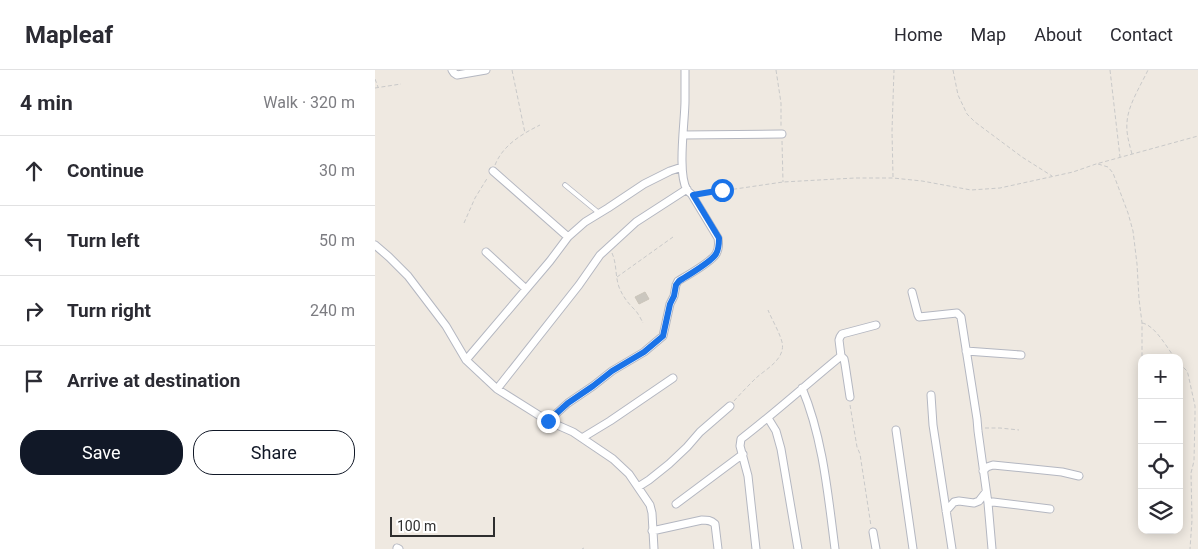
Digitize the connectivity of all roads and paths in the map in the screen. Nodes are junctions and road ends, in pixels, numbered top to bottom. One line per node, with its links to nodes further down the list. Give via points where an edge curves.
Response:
1 (452, 70): 2 (street, via 457,75)
2 (486, 70)
3 (512, 70): 14 (path)
4 (685, 70): 16 (street)
5 (776, 70): 15 (path)
6 (894, 70): 24 (path)
7 (953, 70): 23 (path, via 958,95 967,114)
8 (1110, 70): 19 (path)
9 (1147, 70): 18 (path, via 1127,117)
10 (375, 79): 13 (path)
11 (401, 84): 13 (path)
12 (375, 88): 13 (path)
13 (378, 88)
14 (525, 132)
15 (782, 134): 16 (street); 25 (path)
16 (683, 135): 21 (street)
17 (1198, 136): 18 (path)
18 (1132, 154): 19 (path)
19 (1120, 158): 20 (path)
20 (1097, 164): 23 (path); 40 (path, via 1109,167 1113,173 1128,213 1133,231)
21 (682, 167): 27 (street); 29 (street, via 657,177)
22 (493, 172): 30 (street)
23 (1053, 177): 24 (path, via 1000,188 971,190)
24 (893, 178): 25 (path)
25 (783, 182): 28 (path)
26 (565, 185): 29 (lane)
27 (687, 189): 28 (street); 33 (street, via 636,222)
28 (693, 195): 56 (street, via 719,238 717,253 676,285 663,336 568,403)
29 (599, 213): 30 (street)
30 (568, 237): 36 (street)
31 (673, 237): 35 (path)
32 (375, 245): 47 (street, via 408,276 446,326)
33 (610, 247): 35 (path); 51 (street, via 600,255)
34 (487, 252): 36 (street)
35 (617, 277): 39 (path, via 625,299)
36 (526, 289): 47 (street)
37 (912, 292): 42 (street, via 919,317 960,315)
38 (768, 310): 54 (path, via 783,350)
39 (643, 323)
40 (1142, 323): 43 (path); 44 (path, via 1152,328)
41 (876, 326): 46 (street, via 843,334 839,340)
42 (966, 352): 45 (street); 59 (street)
43 (1142, 354)
44 (1172, 354)
45 (1021, 355)
46 (841, 356): 50 (street); 53 (street)
47 (466, 360): 51 (street)
48 (1183, 368): 81 (path, via 1188,374 1195,406)
49 (673, 378): 60 (street)
50 (802, 388): 55 (street); 76 (street, via 810,407 827,484)
51 (497, 389): 56 (street)
52 (931, 395): 69 (street)
53 (850, 397): 71 (path)
54 (730, 406): 64 (street, via 669,464)
55 (768, 418): 61 (street, via 741,439 739,446); 75 (street, via 781,449)
56 (548, 421): 60 (street)
57 (896, 430): 78 (street)
58 (1019, 430): 59 (path, via 988,427)
59 (978, 431): 62 (street)
60 (582, 438): 64 (street, via 613,459)
61 (743, 454): 67 (street); 74 (street)
62 (983, 471): 63 (street, via 987,467 1005,466); 65 (street)
63 (1079, 476)
64 (638, 487): 70 (street, via 650,505)
65 (986, 492): 66 (street); 69 (street, via 974,503 954,502)
66 (988, 503): 68 (street); 80 (street)
67 (676, 504)
68 (1050, 509)
69 (947, 511): 79 (street)
70 (653, 531): 72 (street); 73 (street, via 709,520 715,524)
71 (873, 532): 77 (street)
72 (654, 549)
73 (718, 549)
74 (756, 549)
75 (797, 549)
76 (835, 549)
77 (876, 549)
78 (913, 549)
79 (952, 549)
80 (992, 549)
81 (1190, 549)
======
● **Problem to solve**:
Repeat the records in full, precisely, and keep the pictures out.

● **Expected output**:
Digitize the connectivity of all roads and paths in the map in the screen. Nodes are junctions and road ends, in pixels, numbered top to bottom. One line per node, with its links to nodes further down the list. Give via points where an edge curves.
Response:
1 (452, 70): 2 (street, via 457,75)
2 (486, 70)
3 (512, 70): 14 (path)
4 (685, 70): 16 (street)
5 (776, 70): 15 (path)
6 (894, 70): 24 (path)
7 (953, 70): 23 (path, via 958,95 967,114)
8 (1110, 70): 19 (path)
9 (1147, 70): 18 (path, via 1127,117)
10 (375, 79): 13 (path)
11 (401, 84): 13 (path)
12 (375, 88): 13 (path)
13 (378, 88)
14 (525, 132)
15 (782, 134): 16 (street); 25 (path)
16 (683, 135): 21 (street)
17 (1198, 136): 18 (path)
18 (1132, 154): 19 (path)
19 (1120, 158): 20 (path)
20 (1097, 164): 23 (path); 40 (path, via 1109,167 1113,173 1128,213 1133,231)
21 (682, 167): 27 (street); 29 (street, via 657,177)
22 (493, 172): 30 (street)
23 (1053, 177): 24 (path, via 1000,188 971,190)
24 (893, 178): 25 (path)
25 (783, 182): 28 (path)
26 (565, 185): 29 (lane)
27 (687, 189): 28 (street); 33 (street, via 636,222)
28 (693, 195): 56 (street, via 719,238 717,253 676,285 663,336 568,403)
29 (599, 213): 30 (street)
30 (568, 237): 36 (street)
31 (673, 237): 35 (path)
32 (375, 245): 47 (street, via 408,276 446,326)
33 (610, 247): 35 (path); 51 (street, via 600,255)
34 (487, 252): 36 (street)
35 (617, 277): 39 (path, via 625,299)
36 (526, 289): 47 (street)
37 (912, 292): 42 (street, via 919,317 960,315)
38 (768, 310): 54 (path, via 783,350)
39 (643, 323)
40 (1142, 323): 43 (path); 44 (path, via 1152,328)
41 (876, 326): 46 (street, via 843,334 839,340)
42 (966, 352): 45 (street); 59 (street)
43 (1142, 354)
44 (1172, 354)
45 (1021, 355)
46 (841, 356): 50 (street); 53 (street)
47 (466, 360): 51 (street)
48 (1183, 368): 81 (path, via 1188,374 1195,406)
49 (673, 378): 60 (street)
50 (802, 388): 55 (street); 76 (street, via 810,407 827,484)
51 (497, 389): 56 (street)
52 (931, 395): 69 (street)
53 (850, 397): 71 (path)
54 (730, 406): 64 (street, via 669,464)
55 (768, 418): 61 (street, via 741,439 739,446); 75 (street, via 781,449)
56 (548, 421): 60 (street)
57 (896, 430): 78 (street)
58 (1019, 430): 59 (path, via 988,427)
59 (978, 431): 62 (street)
60 (582, 438): 64 (street, via 613,459)
61 (743, 454): 67 (street); 74 (street)
62 (983, 471): 63 (street, via 987,467 1005,466); 65 (street)
63 (1079, 476)
64 (638, 487): 70 (street, via 650,505)
65 (986, 492): 66 (street); 69 (street, via 974,503 954,502)
66 (988, 503): 68 (street); 80 (street)
67 (676, 504)
68 (1050, 509)
69 (947, 511): 79 (street)
70 (653, 531): 72 (street); 73 (street, via 709,520 715,524)
71 (873, 532): 77 (street)
72 (654, 549)
73 (718, 549)
74 (756, 549)
75 (797, 549)
76 (835, 549)
77 (876, 549)
78 (913, 549)
79 (952, 549)
80 (992, 549)
81 (1190, 549)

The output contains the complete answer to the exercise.